No caso de Portugal, como mostraram os números publicados na semana passada pelo INE, o abrandamento da economia deve-se essencialmente à redução do contributo da procura externa, tendo as exportações registado no último trimestre de 2018 uma estagnação face ao mesmo período do ano anterior.

Para já, neste cenário em que a conjuntura internacional afecta negativamente a economia portuguesa, a generalidade das entidades que fazem previsões acredita que será possível evitar uma travagem mais brusca porque o consumo privado e o investimento vão conseguir manter o mesmo ritmo de crescimento dos últimos anos. O mesmo é aliás antecipado para o resto da zona euro, o que faz com que, por exemplo, o BCE ainda mantenha o seu plano de retirada dos estímulos monetários.

No entanto, é precisamente aqui que a percepção que as pessoas têm da economia se pode revelar importante. Se o abrandamento da economia gerar nas pessoas uma percepção muito mais negativa do que será a evolução da economia, os condimentos que faltam para transformar o abrandamento numa recessão – uma quebra do consumo e do investimento – poderiam passar a estar presentes.

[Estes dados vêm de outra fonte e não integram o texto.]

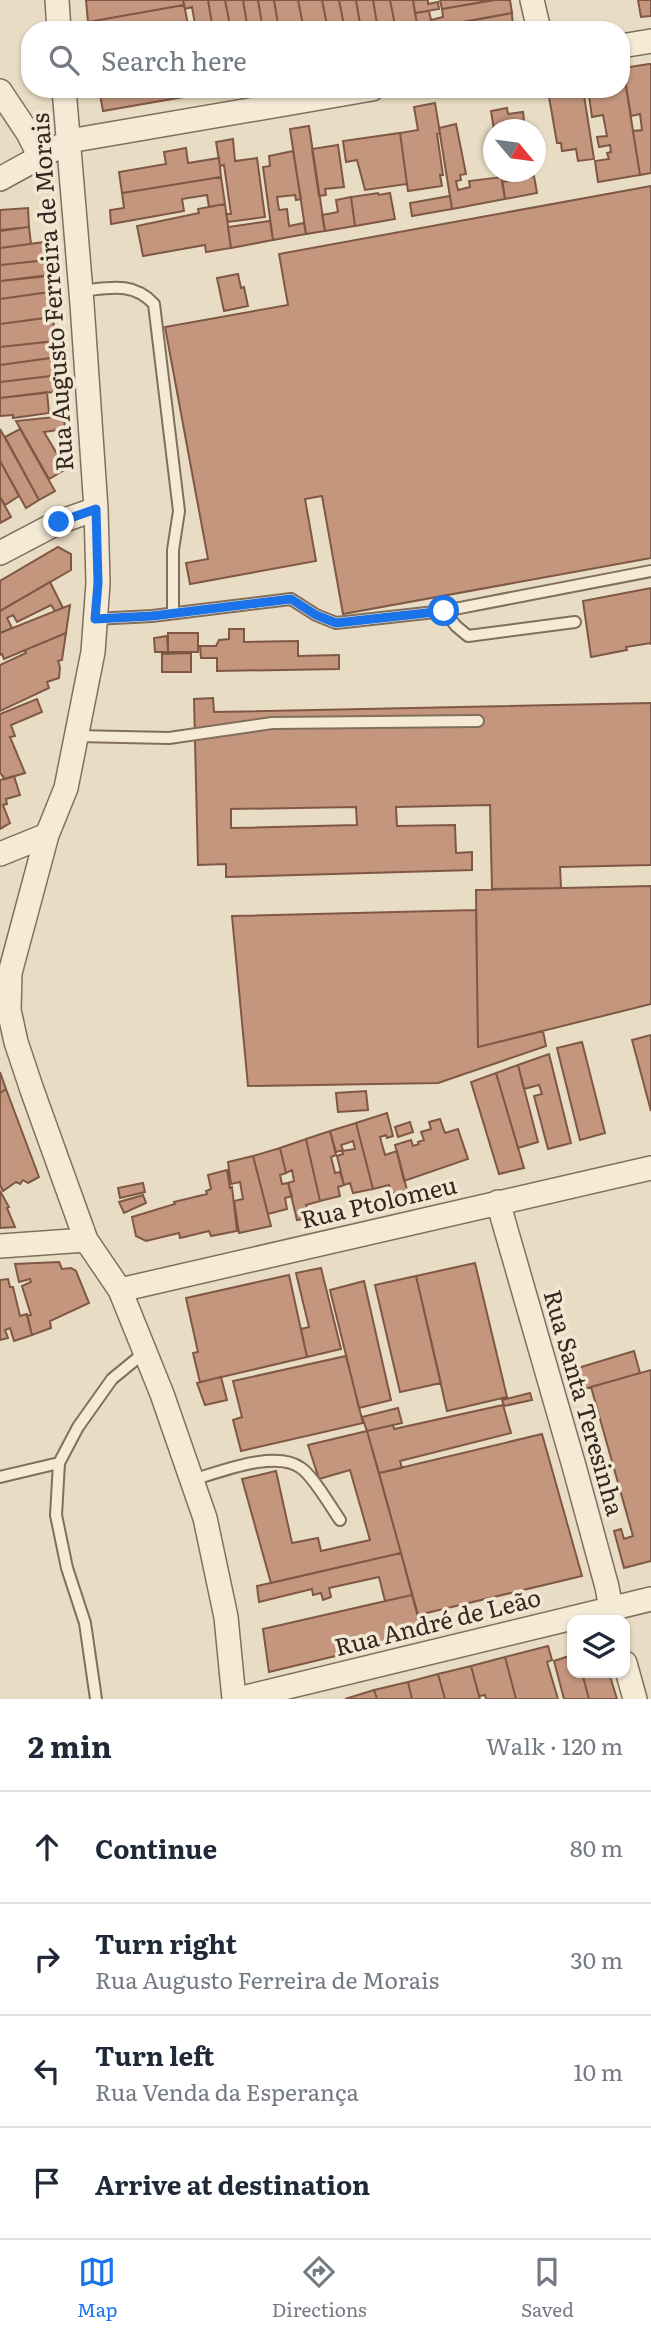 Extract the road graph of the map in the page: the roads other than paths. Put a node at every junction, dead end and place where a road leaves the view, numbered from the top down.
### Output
1 (57, 0) edge
2 (532, 0) edge
3 (58, 21) edge
4 (536, 21) edge
5 (651, 41) edge
6 (630, 44) edge
7 (0, 91) edge
8 (65, 98) edge
9 (320, 98) edge
10 (69, 141) junction
11 (40, 158) junction
12 (0, 179) edge
13 (81, 291) junction
14 (96, 509) junction
15 (0, 552) edge
16 (651, 571) edge
17 (444, 611) junction
18 (173, 613) junction
19 (95, 619) junction
20 (575, 622) dead end
21 (478, 721) dead end
22 (76, 736) junction
23 (47, 835) junction
24 (0, 854) edge
25 (651, 1168) edge
26 (498, 1202) junction
27 (86, 1240) junction
28 (0, 1246) edge
29 (120, 1290) junction
30 (145, 1352) junction
31 (59, 1463) junction
32 (0, 1478) edge
33 (192, 1480) junction
34 (340, 1520) dead end
35 (651, 1599) edge
36 (611, 1614) edge
37 (629, 1678) edge
38 (96, 1699) edge
39 (236, 1699) edge
40 (635, 1699) edge

1 - 3 street
2 - 4 street
5 - 6 street
7 - 11 street
8 - 10 street, Rua Augusto Ferreira de Morais
9 - 10 street
10 - 11 street
10 - 13 street, Rua Augusto Ferreira de Morais
11 - 12 street
13 - 14 street, Rua Augusto Ferreira de Morais
13 - 18 lane
14 - 15 street
14 - 19 street, Rua Augusto Ferreira de Morais
16 - 17 lane
17 - 18 lane
17 - 20 lane
18 - 19 lane
19 - 22 street, Rua Augusto Ferreira de Morais
21 - 22 lane
22 - 23 street, Rua Augusto Ferreira de Morais
23 - 24 street
23 - 27 street, Rua Augusto Ferreira de Morais
25 - 26 street, Rua Ptolomeu
26 - 29 street, Rua Ptolomeu
26 - 36 street, Rua Santa Teresinha
27 - 28 street
27 - 29 street, Rua Augusto Ferreira de Morais
29 - 30 street, Rua Augusto Ferreira de Morais
30 - 31 lane
30 - 33 street, Rua Augusto Ferreira de Morais
31 - 32 lane
31 - 38 lane
33 - 34 lane
33 - 39 street, Rua Augusto Ferreira de Morais
35 - 36 street, Rua André de Leão
36 - 39 street, Rua André de Leão
37 - 40 street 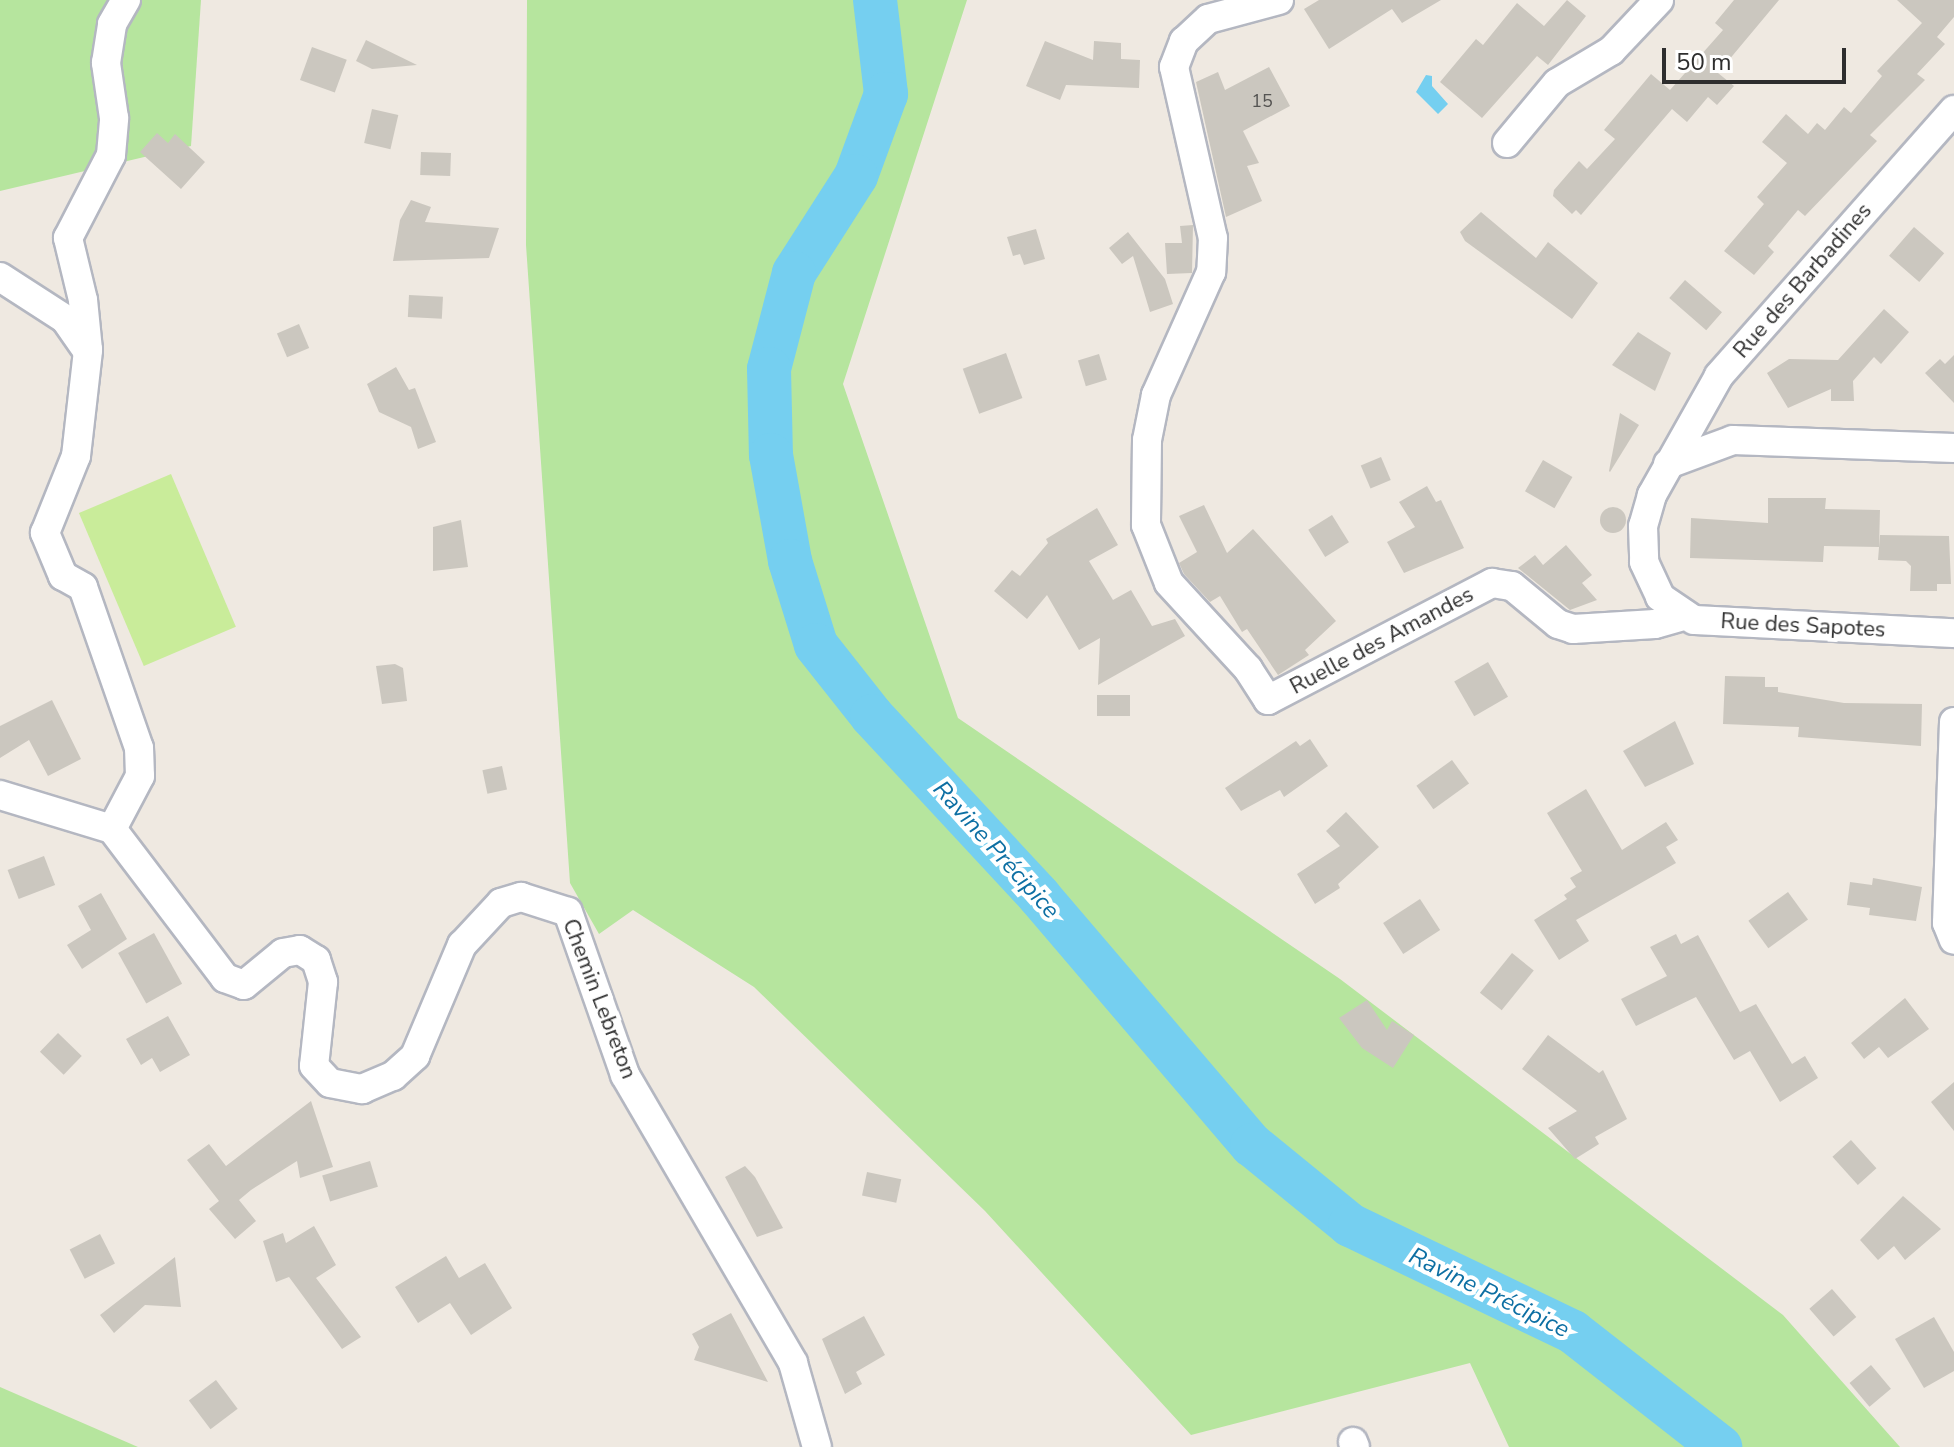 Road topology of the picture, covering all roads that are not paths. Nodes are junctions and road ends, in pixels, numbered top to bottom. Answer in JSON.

Para já, no caso português, um cenário negativo deste tipo ainda não existe. A descida para valores negativos das expectativas para a evolução da economia nos próximos doze meses mostra que as notícias de um abrandamento da economia estão já a ter o seu impacto na percepção das pessoas. Ainda assim, os índices de confiança estão por enquanto a um nível historicamente muito alto. E nas pesquisas feitas no Google, a subida das buscas pelo termo recessão, que poderia apontar para uma preocupação crescente com esse tema, embora exista é ainda muito ligeira.

No entanto, se a história serve como um aviso, se se quer evitar uma recessão, uma das primeiras coisas a fazer é travar a percepção de que vem aí uma recessão.